There's a couple different aspects to this. IMO, tree health and production should be the #1 concern when deciding where to plant. For instance...pears don't like wet feet so soggy areas should be avoided. I'd also stay away from frost pockets if you can identify them.
Ive read that Eastern exposures are best for fruit tree sites because they will get the early morning sun sooner and burn off dew faster. Damp trees tend to develop issues more so than a dry tree that's exposed to good airflow and sun.

Spacing is another consideration. I've made the mistake way too many times of trying to plant trees too close to each other and also too close to surrounding brush. One issue with that has been grapevines that climb nearby trees and then "jump" over and begin to attach to my planted trees. Keep spacing so you can get in with tractors for maintenance. You'll be surprised at how much space a mature pear tree needs when bearing fruit. Branches bend horizontally from the tremendous weight of the pears. It gets impossible to get equipment in and around the low branches.
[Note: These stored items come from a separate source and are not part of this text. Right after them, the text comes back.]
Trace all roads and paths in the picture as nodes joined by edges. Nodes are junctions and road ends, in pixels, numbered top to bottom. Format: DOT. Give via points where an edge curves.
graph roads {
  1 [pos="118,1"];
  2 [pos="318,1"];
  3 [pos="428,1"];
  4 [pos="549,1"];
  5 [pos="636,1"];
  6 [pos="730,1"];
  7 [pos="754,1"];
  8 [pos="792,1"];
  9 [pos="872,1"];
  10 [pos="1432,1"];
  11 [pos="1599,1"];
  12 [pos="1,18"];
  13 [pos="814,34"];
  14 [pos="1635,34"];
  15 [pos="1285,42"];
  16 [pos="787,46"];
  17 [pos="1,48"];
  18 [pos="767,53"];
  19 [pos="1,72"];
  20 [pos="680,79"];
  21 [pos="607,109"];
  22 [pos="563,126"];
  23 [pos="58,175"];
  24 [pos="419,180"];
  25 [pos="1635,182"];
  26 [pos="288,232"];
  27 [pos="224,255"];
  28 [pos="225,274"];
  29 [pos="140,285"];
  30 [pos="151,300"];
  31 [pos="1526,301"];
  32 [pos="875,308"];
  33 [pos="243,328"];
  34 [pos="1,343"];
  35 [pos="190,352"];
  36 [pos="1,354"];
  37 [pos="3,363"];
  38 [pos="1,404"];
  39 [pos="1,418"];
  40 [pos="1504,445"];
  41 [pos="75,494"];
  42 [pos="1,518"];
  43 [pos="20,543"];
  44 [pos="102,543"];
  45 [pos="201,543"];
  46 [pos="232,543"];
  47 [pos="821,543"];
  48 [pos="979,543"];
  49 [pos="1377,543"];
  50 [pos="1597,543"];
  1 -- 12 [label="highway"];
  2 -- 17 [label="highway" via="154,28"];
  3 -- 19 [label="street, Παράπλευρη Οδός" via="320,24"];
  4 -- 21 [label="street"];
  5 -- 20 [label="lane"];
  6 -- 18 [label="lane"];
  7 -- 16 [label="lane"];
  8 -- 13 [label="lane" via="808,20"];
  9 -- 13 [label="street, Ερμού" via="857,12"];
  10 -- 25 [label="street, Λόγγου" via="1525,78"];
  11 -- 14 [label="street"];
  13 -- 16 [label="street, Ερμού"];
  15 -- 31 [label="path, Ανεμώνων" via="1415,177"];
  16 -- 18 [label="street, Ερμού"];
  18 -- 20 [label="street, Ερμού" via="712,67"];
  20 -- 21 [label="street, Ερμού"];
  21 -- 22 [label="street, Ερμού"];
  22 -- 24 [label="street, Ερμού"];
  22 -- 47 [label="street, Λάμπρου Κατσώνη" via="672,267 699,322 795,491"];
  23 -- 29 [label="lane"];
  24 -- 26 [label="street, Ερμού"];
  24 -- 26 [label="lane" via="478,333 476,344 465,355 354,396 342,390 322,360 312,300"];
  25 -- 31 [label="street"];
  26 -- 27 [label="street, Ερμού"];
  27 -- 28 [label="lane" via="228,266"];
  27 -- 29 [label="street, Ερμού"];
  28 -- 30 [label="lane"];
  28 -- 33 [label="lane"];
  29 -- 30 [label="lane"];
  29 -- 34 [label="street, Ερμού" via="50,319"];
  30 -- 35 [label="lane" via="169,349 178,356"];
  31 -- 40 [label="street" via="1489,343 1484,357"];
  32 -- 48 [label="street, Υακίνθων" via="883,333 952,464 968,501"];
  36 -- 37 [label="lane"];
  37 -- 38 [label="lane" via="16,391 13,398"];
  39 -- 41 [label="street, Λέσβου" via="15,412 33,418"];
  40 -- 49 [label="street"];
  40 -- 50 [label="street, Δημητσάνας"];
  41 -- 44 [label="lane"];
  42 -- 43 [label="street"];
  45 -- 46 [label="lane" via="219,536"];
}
Hunting is the other aspect. I spread my pears and crabs in little pockets throughout my acreage. I did not want them all in one spot. I wanted different locations to keep doe groups separated into different spots. One or two dominant does can monopolize a tiny orchard. I want different doe groups which will force bucks to travel around MY PROPERTY in order to monitor them. Trees in one location allow bucks to quickly scent check for does and then move on to the neighbors and certain death. If bucks are busy running around checking various does groups on my place, their odds of surviving are better.

Variety is one more thing to think about. I like a variety of pears that start dropping from Aug thru November.
And bud time is important, too. A lot of apple and pear varieties need cross pollinated by another variety. If my crabs bloom is done before the nearby apple blooms, then I won't get cross pollination.
 
I scattered our apples and crabs around our property for the very same reasons as Tap mentioned above.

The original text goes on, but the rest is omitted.